• What you should do: Each record is to be repeated exactly as it stands below.

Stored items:

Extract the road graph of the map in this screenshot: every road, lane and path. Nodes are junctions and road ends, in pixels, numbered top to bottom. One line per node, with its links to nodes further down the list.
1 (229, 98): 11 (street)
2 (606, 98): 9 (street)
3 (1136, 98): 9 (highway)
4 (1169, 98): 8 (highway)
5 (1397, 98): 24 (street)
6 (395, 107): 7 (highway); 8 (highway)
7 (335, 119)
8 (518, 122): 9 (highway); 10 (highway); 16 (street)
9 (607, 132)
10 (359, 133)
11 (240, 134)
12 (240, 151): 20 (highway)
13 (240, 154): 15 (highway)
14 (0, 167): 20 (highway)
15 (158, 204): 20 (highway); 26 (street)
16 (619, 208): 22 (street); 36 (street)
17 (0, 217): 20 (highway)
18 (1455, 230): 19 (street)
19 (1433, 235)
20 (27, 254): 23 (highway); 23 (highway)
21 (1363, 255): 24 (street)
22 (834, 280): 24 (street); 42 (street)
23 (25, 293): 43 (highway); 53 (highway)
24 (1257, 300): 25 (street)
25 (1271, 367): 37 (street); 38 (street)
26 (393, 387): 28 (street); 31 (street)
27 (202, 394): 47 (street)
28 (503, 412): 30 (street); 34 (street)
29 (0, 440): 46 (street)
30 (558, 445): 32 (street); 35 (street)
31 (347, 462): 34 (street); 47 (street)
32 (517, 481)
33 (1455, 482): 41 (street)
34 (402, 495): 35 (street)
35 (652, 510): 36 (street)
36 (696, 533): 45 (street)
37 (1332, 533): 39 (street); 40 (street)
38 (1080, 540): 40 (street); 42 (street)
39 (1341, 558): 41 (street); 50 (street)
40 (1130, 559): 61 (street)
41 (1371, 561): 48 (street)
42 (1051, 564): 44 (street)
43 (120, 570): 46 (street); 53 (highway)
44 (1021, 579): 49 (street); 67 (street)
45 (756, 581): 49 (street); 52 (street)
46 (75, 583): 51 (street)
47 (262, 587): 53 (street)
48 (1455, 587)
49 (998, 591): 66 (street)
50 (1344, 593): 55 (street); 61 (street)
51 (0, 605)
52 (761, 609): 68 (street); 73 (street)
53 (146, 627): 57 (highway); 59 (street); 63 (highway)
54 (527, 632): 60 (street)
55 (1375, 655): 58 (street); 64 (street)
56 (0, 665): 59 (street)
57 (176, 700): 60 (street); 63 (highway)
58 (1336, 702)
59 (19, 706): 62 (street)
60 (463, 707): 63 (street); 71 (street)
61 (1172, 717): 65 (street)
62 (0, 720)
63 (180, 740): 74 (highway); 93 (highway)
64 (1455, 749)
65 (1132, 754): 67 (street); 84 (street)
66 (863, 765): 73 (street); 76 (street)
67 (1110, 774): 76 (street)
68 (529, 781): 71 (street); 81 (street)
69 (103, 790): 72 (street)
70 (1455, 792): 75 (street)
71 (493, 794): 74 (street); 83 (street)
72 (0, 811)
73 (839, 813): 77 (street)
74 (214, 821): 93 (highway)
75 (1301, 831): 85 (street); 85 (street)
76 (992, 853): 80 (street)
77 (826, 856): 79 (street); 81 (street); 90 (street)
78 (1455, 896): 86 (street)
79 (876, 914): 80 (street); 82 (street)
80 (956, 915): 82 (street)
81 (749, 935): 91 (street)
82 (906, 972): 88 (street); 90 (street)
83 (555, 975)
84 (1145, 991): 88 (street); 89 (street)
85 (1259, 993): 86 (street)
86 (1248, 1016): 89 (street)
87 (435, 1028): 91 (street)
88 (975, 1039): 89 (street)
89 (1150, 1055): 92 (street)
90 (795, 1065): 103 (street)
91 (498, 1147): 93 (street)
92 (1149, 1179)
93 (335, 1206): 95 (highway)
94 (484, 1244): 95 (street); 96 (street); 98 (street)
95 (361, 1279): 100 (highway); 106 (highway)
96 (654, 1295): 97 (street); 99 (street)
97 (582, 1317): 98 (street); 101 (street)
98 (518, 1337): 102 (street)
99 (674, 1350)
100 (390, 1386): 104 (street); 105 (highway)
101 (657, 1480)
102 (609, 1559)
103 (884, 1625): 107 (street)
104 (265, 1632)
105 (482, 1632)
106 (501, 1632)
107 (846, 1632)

• Answer section:
Extract the road graph of the map in this screenshot: every road, lane and path. Nodes are junctions and road ends, in pixels, numbered top to bottom. One line per node, with its links to nodes further down the list.
1 (229, 98): 11 (street)
2 (606, 98): 9 (street)
3 (1136, 98): 9 (highway)
4 (1169, 98): 8 (highway)
5 (1397, 98): 24 (street)
6 (395, 107): 7 (highway); 8 (highway)
7 (335, 119)
8 (518, 122): 9 (highway); 10 (highway); 16 (street)
9 (607, 132)
10 (359, 133)
11 (240, 134)
12 (240, 151): 20 (highway)
13 (240, 154): 15 (highway)
14 (0, 167): 20 (highway)
15 (158, 204): 20 (highway); 26 (street)
16 (619, 208): 22 (street); 36 (street)
17 (0, 217): 20 (highway)
18 (1455, 230): 19 (street)
19 (1433, 235)
20 (27, 254): 23 (highway); 23 (highway)
21 (1363, 255): 24 (street)
22 (834, 280): 24 (street); 42 (street)
23 (25, 293): 43 (highway); 53 (highway)
24 (1257, 300): 25 (street)
25 (1271, 367): 37 (street); 38 (street)
26 (393, 387): 28 (street); 31 (street)
27 (202, 394): 47 (street)
28 (503, 412): 30 (street); 34 (street)
29 (0, 440): 46 (street)
30 (558, 445): 32 (street); 35 (street)
31 (347, 462): 34 (street); 47 (street)
32 (517, 481)
33 (1455, 482): 41 (street)
34 (402, 495): 35 (street)
35 (652, 510): 36 (street)
36 (696, 533): 45 (street)
37 (1332, 533): 39 (street); 40 (street)
38 (1080, 540): 40 (street); 42 (street)
39 (1341, 558): 41 (street); 50 (street)
40 (1130, 559): 61 (street)
41 (1371, 561): 48 (street)
42 (1051, 564): 44 (street)
43 (120, 570): 46 (street); 53 (highway)
44 (1021, 579): 49 (street); 67 (street)
45 (756, 581): 49 (street); 52 (street)
46 (75, 583): 51 (street)
47 (262, 587): 53 (street)
48 (1455, 587)
49 (998, 591): 66 (street)
50 (1344, 593): 55 (street); 61 (street)
51 (0, 605)
52 (761, 609): 68 (street); 73 (street)
53 (146, 627): 57 (highway); 59 (street); 63 (highway)
54 (527, 632): 60 (street)
55 (1375, 655): 58 (street); 64 (street)
56 (0, 665): 59 (street)
57 (176, 700): 60 (street); 63 (highway)
58 (1336, 702)
59 (19, 706): 62 (street)
60 (463, 707): 63 (street); 71 (street)
61 (1172, 717): 65 (street)
62 (0, 720)
63 (180, 740): 74 (highway); 93 (highway)
64 (1455, 749)
65 (1132, 754): 67 (street); 84 (street)
66 (863, 765): 73 (street); 76 (street)
67 (1110, 774): 76 (street)
68 (529, 781): 71 (street); 81 (street)
69 (103, 790): 72 (street)
70 (1455, 792): 75 (street)
71 (493, 794): 74 (street); 83 (street)
72 (0, 811)
73 (839, 813): 77 (street)
74 (214, 821): 93 (highway)
75 (1301, 831): 85 (street); 85 (street)
76 (992, 853): 80 (street)
77 (826, 856): 79 (street); 81 (street); 90 (street)
78 (1455, 896): 86 (street)
79 (876, 914): 80 (street); 82 (street)
80 (956, 915): 82 (street)
81 (749, 935): 91 (street)
82 (906, 972): 88 (street); 90 (street)
83 (555, 975)
84 (1145, 991): 88 (street); 89 (street)
85 (1259, 993): 86 (street)
86 (1248, 1016): 89 (street)
87 (435, 1028): 91 (street)
88 (975, 1039): 89 (street)
89 (1150, 1055): 92 (street)
90 (795, 1065): 103 (street)
91 (498, 1147): 93 (street)
92 (1149, 1179)
93 (335, 1206): 95 (highway)
94 (484, 1244): 95 (street); 96 (street); 98 (street)
95 (361, 1279): 100 (highway); 106 (highway)
96 (654, 1295): 97 (street); 99 (street)
97 (582, 1317): 98 (street); 101 (street)
98 (518, 1337): 102 (street)
99 (674, 1350)
100 (390, 1386): 104 (street); 105 (highway)
101 (657, 1480)
102 (609, 1559)
103 (884, 1625): 107 (street)
104 (265, 1632)
105 (482, 1632)
106 (501, 1632)
107 (846, 1632)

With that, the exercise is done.